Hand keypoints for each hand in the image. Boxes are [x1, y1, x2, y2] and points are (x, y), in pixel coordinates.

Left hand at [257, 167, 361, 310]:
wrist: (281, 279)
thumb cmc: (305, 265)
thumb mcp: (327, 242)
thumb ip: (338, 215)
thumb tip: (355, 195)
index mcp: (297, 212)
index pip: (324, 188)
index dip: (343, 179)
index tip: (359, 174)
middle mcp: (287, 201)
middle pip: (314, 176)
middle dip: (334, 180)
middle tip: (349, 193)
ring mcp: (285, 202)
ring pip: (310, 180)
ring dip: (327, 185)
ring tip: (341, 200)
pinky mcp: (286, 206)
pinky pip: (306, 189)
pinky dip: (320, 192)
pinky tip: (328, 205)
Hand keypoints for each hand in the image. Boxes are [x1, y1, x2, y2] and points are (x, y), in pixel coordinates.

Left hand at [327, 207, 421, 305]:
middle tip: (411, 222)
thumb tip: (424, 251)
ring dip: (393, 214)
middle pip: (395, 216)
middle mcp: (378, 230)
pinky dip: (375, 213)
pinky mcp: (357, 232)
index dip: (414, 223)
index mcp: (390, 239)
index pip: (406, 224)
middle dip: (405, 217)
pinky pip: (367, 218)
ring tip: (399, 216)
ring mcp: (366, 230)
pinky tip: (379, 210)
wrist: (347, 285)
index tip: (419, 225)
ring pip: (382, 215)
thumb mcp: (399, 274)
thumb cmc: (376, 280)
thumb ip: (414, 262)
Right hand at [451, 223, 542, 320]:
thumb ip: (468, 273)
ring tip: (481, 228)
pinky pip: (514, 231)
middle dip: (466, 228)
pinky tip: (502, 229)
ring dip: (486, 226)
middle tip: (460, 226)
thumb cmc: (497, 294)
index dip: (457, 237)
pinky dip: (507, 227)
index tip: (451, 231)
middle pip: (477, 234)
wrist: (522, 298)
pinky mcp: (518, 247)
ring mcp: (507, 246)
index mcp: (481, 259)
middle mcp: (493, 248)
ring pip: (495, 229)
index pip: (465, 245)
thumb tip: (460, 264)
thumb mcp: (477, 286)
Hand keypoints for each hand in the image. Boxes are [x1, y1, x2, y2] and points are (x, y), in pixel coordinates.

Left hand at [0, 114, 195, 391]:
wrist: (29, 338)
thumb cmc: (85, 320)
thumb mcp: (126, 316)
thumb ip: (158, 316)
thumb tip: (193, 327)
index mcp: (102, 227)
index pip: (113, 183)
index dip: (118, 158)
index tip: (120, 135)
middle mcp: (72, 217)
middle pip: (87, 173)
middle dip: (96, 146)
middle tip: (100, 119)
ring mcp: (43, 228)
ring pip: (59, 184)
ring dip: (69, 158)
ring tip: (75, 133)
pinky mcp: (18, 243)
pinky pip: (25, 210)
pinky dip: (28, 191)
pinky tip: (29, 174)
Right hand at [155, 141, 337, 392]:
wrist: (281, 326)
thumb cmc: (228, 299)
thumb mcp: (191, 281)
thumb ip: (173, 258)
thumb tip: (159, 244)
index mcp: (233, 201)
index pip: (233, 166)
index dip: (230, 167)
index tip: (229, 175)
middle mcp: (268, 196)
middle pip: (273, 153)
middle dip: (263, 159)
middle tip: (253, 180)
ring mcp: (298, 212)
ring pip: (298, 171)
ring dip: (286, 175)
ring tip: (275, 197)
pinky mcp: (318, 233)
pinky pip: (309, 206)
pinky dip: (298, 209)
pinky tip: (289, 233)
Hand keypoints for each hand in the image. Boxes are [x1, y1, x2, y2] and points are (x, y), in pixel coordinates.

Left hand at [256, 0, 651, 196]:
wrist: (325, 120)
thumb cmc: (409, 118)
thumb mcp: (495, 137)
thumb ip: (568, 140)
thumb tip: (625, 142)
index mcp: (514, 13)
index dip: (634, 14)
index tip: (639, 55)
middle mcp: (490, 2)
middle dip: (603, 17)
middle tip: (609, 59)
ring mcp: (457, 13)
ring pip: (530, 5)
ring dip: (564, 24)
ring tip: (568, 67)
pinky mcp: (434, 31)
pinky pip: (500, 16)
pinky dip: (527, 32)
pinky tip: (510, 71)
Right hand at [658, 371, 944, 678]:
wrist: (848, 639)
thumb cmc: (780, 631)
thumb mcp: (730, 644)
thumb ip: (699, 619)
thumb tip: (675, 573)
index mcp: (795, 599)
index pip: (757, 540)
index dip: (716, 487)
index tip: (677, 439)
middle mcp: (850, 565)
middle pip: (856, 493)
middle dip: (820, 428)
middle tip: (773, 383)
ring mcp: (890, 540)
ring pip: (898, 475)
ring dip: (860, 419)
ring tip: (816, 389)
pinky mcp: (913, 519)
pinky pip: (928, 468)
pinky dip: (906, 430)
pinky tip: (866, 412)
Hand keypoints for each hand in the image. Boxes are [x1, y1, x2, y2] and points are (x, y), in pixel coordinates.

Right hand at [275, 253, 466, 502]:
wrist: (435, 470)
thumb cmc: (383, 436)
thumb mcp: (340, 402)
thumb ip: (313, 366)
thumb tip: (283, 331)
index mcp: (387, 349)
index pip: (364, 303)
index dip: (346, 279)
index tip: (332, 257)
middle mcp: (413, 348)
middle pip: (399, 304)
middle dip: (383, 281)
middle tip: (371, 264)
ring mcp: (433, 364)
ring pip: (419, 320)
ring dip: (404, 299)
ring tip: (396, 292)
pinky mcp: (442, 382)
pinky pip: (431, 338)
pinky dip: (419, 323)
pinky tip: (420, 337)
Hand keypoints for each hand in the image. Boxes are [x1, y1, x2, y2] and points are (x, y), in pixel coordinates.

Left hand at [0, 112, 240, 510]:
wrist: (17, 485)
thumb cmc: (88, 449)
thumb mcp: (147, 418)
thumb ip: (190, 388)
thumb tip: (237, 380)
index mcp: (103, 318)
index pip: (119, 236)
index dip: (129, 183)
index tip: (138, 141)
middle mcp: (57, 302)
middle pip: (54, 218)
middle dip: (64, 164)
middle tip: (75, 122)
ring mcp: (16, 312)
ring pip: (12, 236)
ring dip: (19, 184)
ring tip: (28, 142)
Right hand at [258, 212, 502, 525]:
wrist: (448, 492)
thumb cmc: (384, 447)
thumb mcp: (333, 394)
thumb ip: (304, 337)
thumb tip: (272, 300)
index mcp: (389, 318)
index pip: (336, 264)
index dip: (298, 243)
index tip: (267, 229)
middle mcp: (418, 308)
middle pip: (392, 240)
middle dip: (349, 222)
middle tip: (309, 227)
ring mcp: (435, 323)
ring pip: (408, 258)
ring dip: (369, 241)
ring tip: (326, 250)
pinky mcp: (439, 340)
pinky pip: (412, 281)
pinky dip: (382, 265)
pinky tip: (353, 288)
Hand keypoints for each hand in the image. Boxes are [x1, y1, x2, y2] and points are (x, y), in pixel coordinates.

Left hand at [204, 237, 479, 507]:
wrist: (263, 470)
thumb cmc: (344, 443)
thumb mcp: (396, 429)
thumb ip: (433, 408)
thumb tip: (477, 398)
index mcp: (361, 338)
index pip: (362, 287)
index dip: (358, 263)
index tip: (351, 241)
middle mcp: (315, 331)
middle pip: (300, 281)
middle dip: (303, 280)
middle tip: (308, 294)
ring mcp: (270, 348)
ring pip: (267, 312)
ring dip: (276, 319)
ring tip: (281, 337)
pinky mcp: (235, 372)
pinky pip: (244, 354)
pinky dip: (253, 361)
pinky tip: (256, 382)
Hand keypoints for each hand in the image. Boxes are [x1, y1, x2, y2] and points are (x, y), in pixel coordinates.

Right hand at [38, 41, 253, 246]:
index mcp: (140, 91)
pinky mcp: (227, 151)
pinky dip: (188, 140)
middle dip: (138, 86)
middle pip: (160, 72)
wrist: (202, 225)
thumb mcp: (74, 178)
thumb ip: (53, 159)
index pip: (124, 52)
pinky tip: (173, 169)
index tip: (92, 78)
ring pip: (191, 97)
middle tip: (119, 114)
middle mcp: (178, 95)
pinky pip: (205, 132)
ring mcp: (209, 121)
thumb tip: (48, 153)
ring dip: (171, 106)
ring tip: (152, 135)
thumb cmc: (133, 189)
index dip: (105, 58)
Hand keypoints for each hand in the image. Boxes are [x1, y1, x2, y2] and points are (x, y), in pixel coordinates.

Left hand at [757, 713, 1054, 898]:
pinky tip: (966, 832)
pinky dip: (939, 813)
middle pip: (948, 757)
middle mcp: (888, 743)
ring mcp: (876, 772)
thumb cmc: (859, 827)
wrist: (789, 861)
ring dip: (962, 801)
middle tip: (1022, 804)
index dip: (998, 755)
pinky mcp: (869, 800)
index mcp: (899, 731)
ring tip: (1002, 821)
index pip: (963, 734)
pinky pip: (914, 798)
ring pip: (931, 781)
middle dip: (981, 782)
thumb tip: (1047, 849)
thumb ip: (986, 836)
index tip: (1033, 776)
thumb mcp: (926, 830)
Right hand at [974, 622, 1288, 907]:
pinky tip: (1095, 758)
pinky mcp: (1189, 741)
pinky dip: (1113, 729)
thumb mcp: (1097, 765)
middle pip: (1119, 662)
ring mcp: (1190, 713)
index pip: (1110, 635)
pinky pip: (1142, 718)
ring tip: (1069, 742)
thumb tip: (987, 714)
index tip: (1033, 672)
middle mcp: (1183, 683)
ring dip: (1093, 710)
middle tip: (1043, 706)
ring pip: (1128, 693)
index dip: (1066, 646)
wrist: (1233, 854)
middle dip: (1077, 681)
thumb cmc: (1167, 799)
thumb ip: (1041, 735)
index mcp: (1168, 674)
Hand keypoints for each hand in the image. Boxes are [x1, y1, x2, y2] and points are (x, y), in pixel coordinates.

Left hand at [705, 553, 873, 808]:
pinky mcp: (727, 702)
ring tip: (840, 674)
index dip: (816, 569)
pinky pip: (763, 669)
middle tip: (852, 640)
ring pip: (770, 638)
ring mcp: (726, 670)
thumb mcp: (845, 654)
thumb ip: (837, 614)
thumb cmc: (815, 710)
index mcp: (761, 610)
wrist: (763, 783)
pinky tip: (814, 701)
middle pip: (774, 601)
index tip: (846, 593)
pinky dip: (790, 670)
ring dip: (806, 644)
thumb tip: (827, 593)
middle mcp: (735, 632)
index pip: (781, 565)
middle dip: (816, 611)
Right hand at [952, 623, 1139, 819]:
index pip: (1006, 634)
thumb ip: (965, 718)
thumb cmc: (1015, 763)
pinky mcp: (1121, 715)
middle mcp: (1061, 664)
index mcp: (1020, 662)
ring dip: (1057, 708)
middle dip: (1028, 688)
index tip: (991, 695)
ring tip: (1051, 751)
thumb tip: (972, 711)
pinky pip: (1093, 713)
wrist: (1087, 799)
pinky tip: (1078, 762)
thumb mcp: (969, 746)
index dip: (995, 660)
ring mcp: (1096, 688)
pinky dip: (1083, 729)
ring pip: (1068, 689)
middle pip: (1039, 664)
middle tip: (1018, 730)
:::
* _What to work on_: Copy out, exactly and alone, the lines of the entries above between the ones holding "pinky mcp: (1189, 741)" and "thumb cmc: (1167, 799)", inclusive.

* _Response to the exercise_:
pinky mcp: (1189, 741)
pinky dip: (1113, 729)
thumb mcp: (1097, 765)
middle pip: (1119, 662)
ring mcp: (1190, 713)
index pip: (1110, 635)
pinky pip: (1142, 718)
ring tip: (1069, 742)
thumb tip: (987, 714)
index tip: (1033, 672)
middle mcp: (1183, 683)
ring dip: (1093, 710)
middle tip: (1043, 706)
ring pip: (1128, 693)
index dip: (1066, 646)
wrist: (1233, 854)
middle dip: (1077, 681)
thumb cmc: (1167, 799)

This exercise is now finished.